• Your goal: In the copy, include no images. Reproduce the entries exactly.
_ _ _ _ _
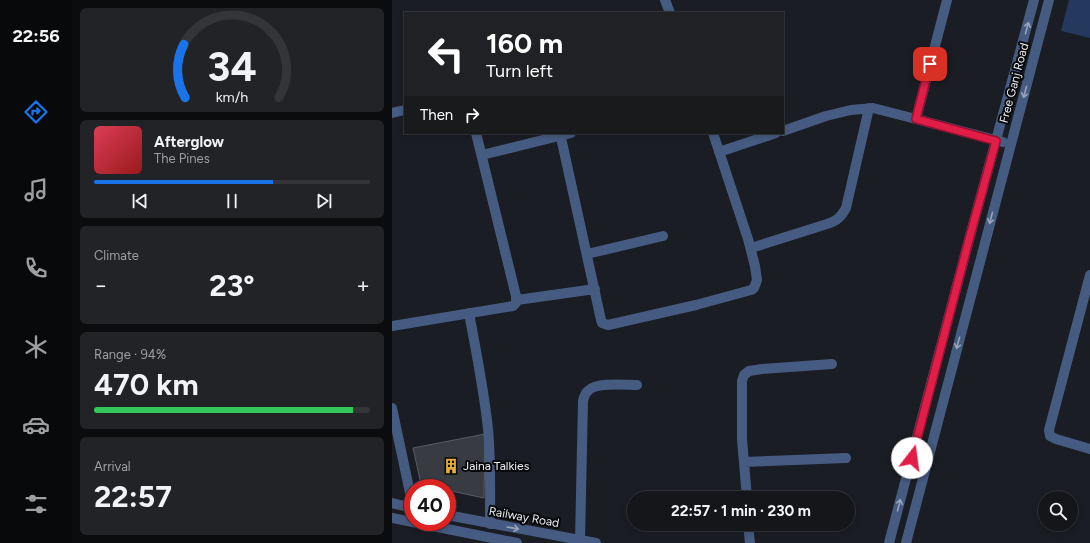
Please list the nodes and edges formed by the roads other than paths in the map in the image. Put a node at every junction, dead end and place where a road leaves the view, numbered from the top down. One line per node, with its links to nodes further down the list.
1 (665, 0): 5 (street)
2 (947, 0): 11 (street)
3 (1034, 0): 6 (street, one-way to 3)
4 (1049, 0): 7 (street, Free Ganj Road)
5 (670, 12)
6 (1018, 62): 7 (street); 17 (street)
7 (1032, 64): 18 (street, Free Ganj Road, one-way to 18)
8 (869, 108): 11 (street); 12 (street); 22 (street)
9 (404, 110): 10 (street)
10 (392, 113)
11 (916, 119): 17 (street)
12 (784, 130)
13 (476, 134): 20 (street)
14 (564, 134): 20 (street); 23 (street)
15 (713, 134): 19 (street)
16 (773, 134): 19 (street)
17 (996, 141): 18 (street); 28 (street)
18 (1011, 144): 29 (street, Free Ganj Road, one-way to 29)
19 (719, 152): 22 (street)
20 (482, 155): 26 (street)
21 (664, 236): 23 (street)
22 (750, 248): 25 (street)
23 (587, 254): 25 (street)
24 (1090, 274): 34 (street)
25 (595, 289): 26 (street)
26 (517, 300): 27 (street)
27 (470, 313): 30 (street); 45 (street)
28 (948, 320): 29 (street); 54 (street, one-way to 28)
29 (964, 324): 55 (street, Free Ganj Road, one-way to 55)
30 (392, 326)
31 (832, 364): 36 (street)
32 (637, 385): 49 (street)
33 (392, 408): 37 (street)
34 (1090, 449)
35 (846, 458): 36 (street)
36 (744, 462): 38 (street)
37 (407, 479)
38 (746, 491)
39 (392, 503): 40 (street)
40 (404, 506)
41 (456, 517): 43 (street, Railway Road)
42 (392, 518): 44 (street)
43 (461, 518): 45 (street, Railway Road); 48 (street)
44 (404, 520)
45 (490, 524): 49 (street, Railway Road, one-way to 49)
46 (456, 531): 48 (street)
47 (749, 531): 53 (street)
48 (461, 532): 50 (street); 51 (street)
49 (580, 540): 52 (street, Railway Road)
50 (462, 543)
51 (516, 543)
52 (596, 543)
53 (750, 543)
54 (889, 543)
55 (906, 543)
_ _ _ _ _
• Result of the task:
Please list the nodes and edges formed by the roads other than paths in the map in the image. Put a node at every junction, dead end and place where a road leaves the view, numbered from the top down. One line per node, with its links to nodes further down the list.
1 (665, 0): 5 (street)
2 (947, 0): 11 (street)
3 (1034, 0): 6 (street, one-way to 3)
4 (1049, 0): 7 (street, Free Ganj Road)
5 (670, 12)
6 (1018, 62): 7 (street); 17 (street)
7 (1032, 64): 18 (street, Free Ganj Road, one-way to 18)
8 (869, 108): 11 (street); 12 (street); 22 (street)
9 (404, 110): 10 (street)
10 (392, 113)
11 (916, 119): 17 (street)
12 (784, 130)
13 (476, 134): 20 (street)
14 (564, 134): 20 (street); 23 (street)
15 (713, 134): 19 (street)
16 (773, 134): 19 (street)
17 (996, 141): 18 (street); 28 (street)
18 (1011, 144): 29 (street, Free Ganj Road, one-way to 29)
19 (719, 152): 22 (street)
20 (482, 155): 26 (street)
21 (664, 236): 23 (street)
22 (750, 248): 25 (street)
23 (587, 254): 25 (street)
24 (1090, 274): 34 (street)
25 (595, 289): 26 (street)
26 (517, 300): 27 (street)
27 (470, 313): 30 (street); 45 (street)
28 (948, 320): 29 (street); 54 (street, one-way to 28)
29 (964, 324): 55 (street, Free Ganj Road, one-way to 55)
30 (392, 326)
31 (832, 364): 36 (street)
32 (637, 385): 49 (street)
33 (392, 408): 37 (street)
34 (1090, 449)
35 (846, 458): 36 (street)
36 (744, 462): 38 (street)
37 (407, 479)
38 (746, 491)
39 (392, 503): 40 (street)
40 (404, 506)
41 (456, 517): 43 (street, Railway Road)
42 (392, 518): 44 (street)
43 (461, 518): 45 (street, Railway Road); 48 (street)
44 (404, 520)
45 (490, 524): 49 (street, Railway Road, one-way to 49)
46 (456, 531): 48 (street)
47 (749, 531): 53 (street)
48 (461, 532): 50 (street); 51 (street)
49 (580, 540): 52 (street, Railway Road)
50 (462, 543)
51 (516, 543)
52 (596, 543)
53 (750, 543)
54 (889, 543)
55 (906, 543)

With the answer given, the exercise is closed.